Breakout above 11,100 may take Nifty to 11,400
The overall technical set up suggests that the broader market conditions may remain volatile.
SR. TECHNICAL ANALYST, INDIANIVESH SECURITIES
Where are we : For the past four weeks, the domestic markets have been oscillating in a broad range. Initially, the Nifty was stuck between 11,200-10,600 but now that range has been compressed to 11,100-10,740. Generally, such consolidation leads to a faster breakout on either side. Technically, we have observed that the price action of the recent week has helped the index to convincingly cross the previous week’s high. This has happened after 10 weeks which is an encouraging sign for the bulls and indicates that the bottom of 10,740 should be held for some more time and the Nifty could reach higher levels.
What is in store: A breakout above 11,100 on closing basis could lead to an upside towards 11,300–11,400. However, a breach of 10,740 would bring the bears back and pull the index back to 10,600 level. Considering the derivative data, the long and short ratio of FIIs in index futures has reached near 23 per cent — the lowest it went since February 2018 (which was around 18 per cent). Generally, we have witnessed a sharp recovery in the markets in such conditions. Thus, chances are high that the breakout might happen on the higher side.
What could traders do: With regards to individual stocks, we are witnessing a trend line breakout in Maruti, UltraTech and Hero MotoCorp. Any dips could be used to accumulate them for positional trade. On the contrary, UPL is the stock which we would recommend to sell. The current price action on the daily chart has taken a shape of “rising wedge” pattern, which generally occurs after a drastic fall and could be considered as a dead-cat bounce. Traders can create shorts in the stock between ₹578-582 levels for the downside target of ₹555 with a stop loss of ₹592.

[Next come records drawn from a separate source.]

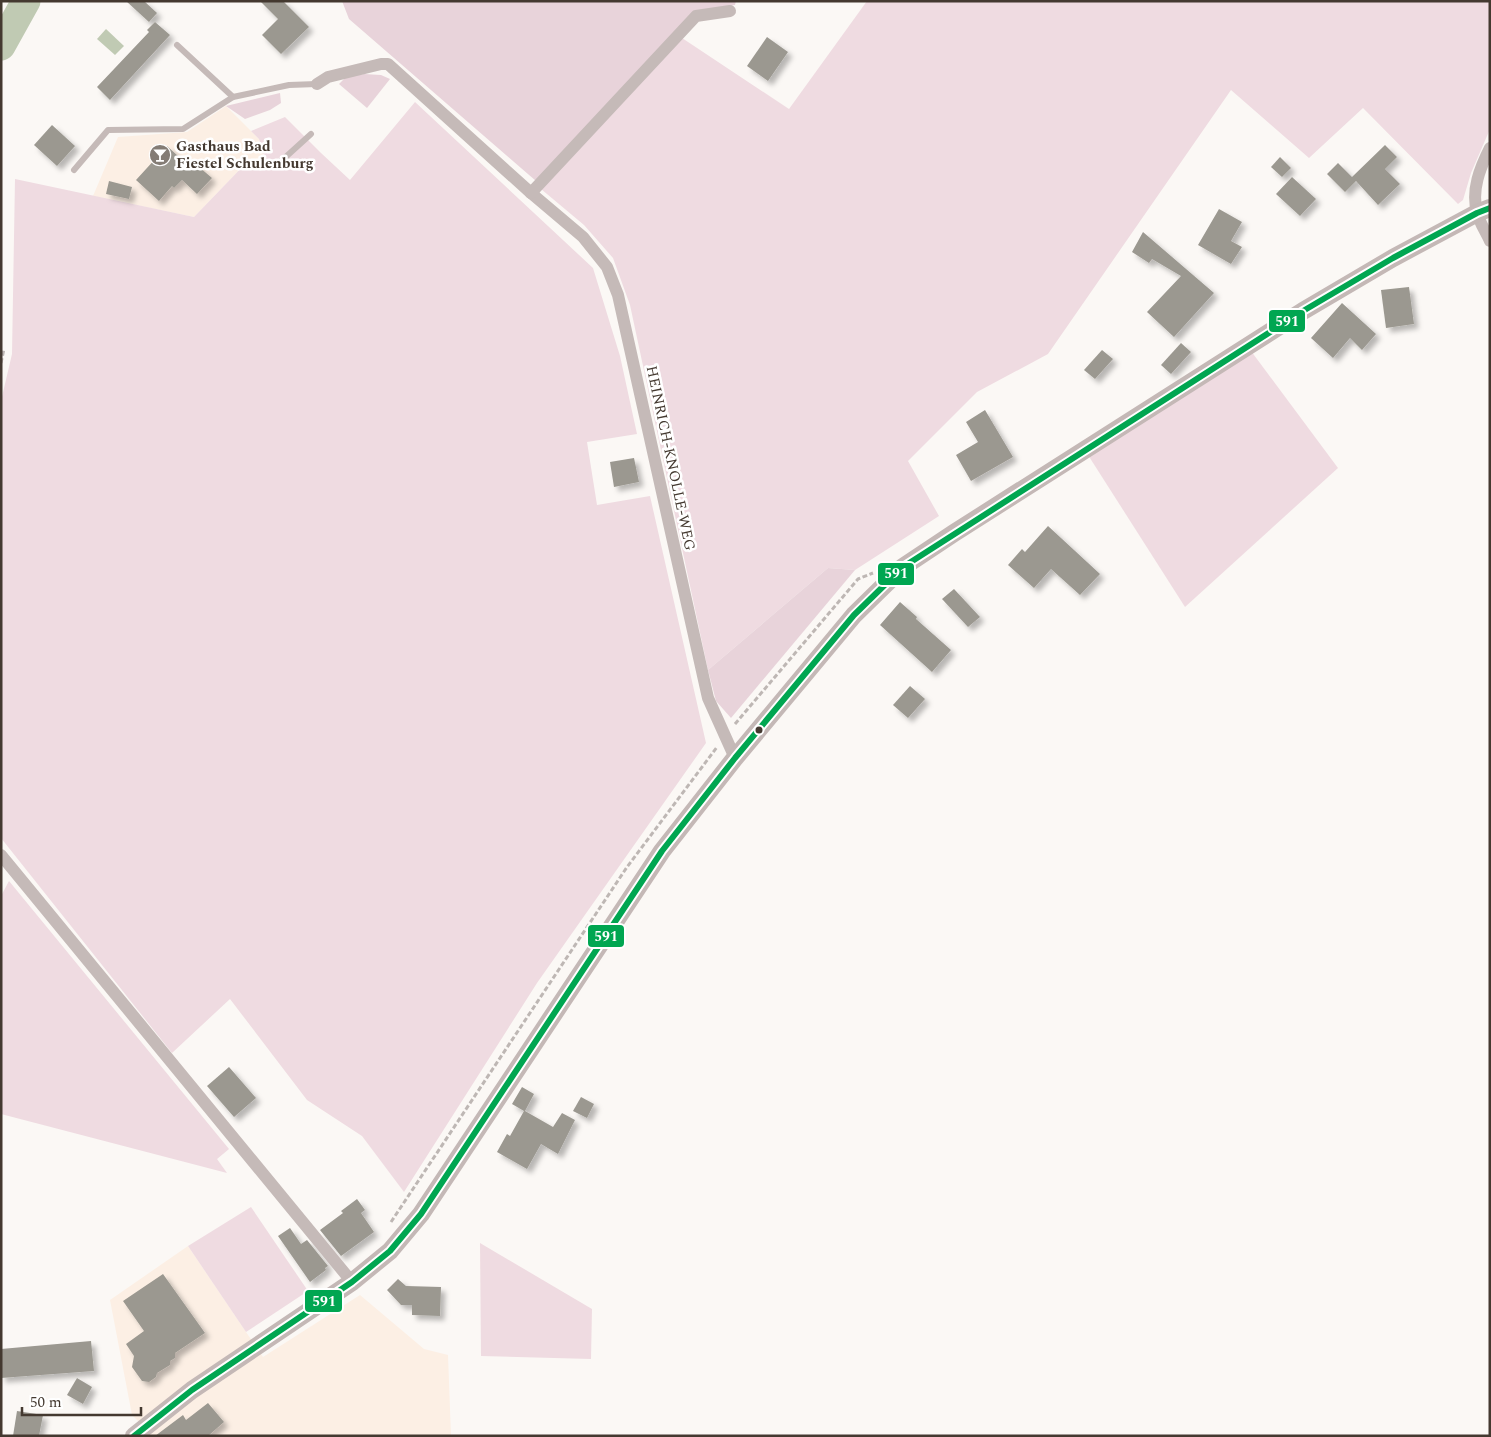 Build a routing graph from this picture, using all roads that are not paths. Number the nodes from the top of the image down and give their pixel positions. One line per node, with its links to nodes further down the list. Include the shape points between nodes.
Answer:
1 (730, 11): 9 (street, via 696,16)
2 (177, 45): 4 (lane)
3 (317, 84): 4 (lane, via 289,85); 9 (street, HEINRICH-KNOLLE-WEG, via 328,77 388,64)
4 (233, 97): 8 (lane, via 183,129 108,130)
5 (311, 134): 7 (lane, via 279,163)
6 (1490, 148): 10 (street, via 1478,174 1475,200)
7 (247, 166)
8 (74, 170)
9 (531, 193): 12 (street, HEINRICH-KNOLLE-WEG, via 583,237 607,267 618,295 708,698)
10 (1483, 210): 11 (street); 12 (street, via 1303,311 903,567 854,615)
11 (1490, 241)
12 (735, 758): 14 (street, via 662,851 421,1214 390,1251)
13 (1, 855): 14 (street)
14 (352, 1282): 15 (street, via 192,1390)
15 (134, 1436)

LEAD TECHNICAL ANALYST, YES SECURITIES
Where are we : Undeterred by Thursday’s fag-end decline, Nifty marched ahead in Friday’s session. Rather than looking at the presence of supply line around three-digit Gann number of 111(00), it is now essential to focus on the overall market structure which continues to be positive. The trend which has caught our attention is the participation of broader markets (NSE MidCap 100 index up over 3 per cent since recent low of September 4). It’s no longer only large-cap driven market. We have seen different stocks and sectors participating in last few sessions (So this market is not driven by only handful of large heavyweight stocks) which makes it difficult to break the spirit of the bulls.
What is in store: Despite the strong Friday rally, range expansion is highly awaited and current consolidation could probably end in this week’s trade. A typical trend is observed in last two week’s trade i.e. buy on dips which underlines market strength and resilience. The index has completed three consecutive shifts in orbits post June peak of 121(00) and since last one month it is locked in tussle between three-digit Gann number of 106(00)-111(00). Broad based participation, churning of sectors, presence of Gann anniversary period and comeback of BankNifty in Friday’s trade indicates case of a strong upside move towards 11,350.
What could traders do: Daily ratio chart of BankNifty versus Nifty shows a reversal from point of polarity zone around 2.5. The same coincides 50 per cent retracement of the previous upmove from September 2018 to July 2019, which suggests possible outperformance from banking stocks from hereon.
TECHNICAL AND DERIVATIVES ANALYST, KARVY STOCK BROKING
Where we are: Nifty is currently hovering around the psychological mark of 11,000 as tough war is witnessed between the bulls and bears from last couple of weeks. In the broader market we may see stock specific action spread across the various sectors taking cues from the domestic and global news flows. The next crucial supports placed near 10,900-10,920 zones below which it may drift towards 10,800 levels. The index may witness fresh round of short covering rally if it closes well above 11,120-11,150 levels.
What is in store: We expect Nifty to remain highly vulnerable to the global and domestic developments coupled with the ongoing weakness in the rupee and rebound in crude oil prices. As per the options data of the weekly options expiry, Nifty is having maximum call writing at 11100CE followed by 11200CE while on the flip side 10900PE is having the maximum open interest followed by heavy build up in 10800PE indicating the next crucial support. The overall technical set up suggests that the broader market conditions may remain volatile with wild move expected on either side.
What could traders do: At current juncture, the volatility has narrowed to 15 per cent as depicted by India Vix index with Nifty flirting with its short-term moving average. It is advisable to avoid any directional call in Nifty till clear trend emerges on technical parameters. Meanwhile short-term traders may put their long bet in counters like Siemens, Divi’s Lab, Nestle and Avenue Supermarts which has witnessed pattern breakouts followed by Bajaj Auto and Larsen & Toubro which has added long addition in the derivative space.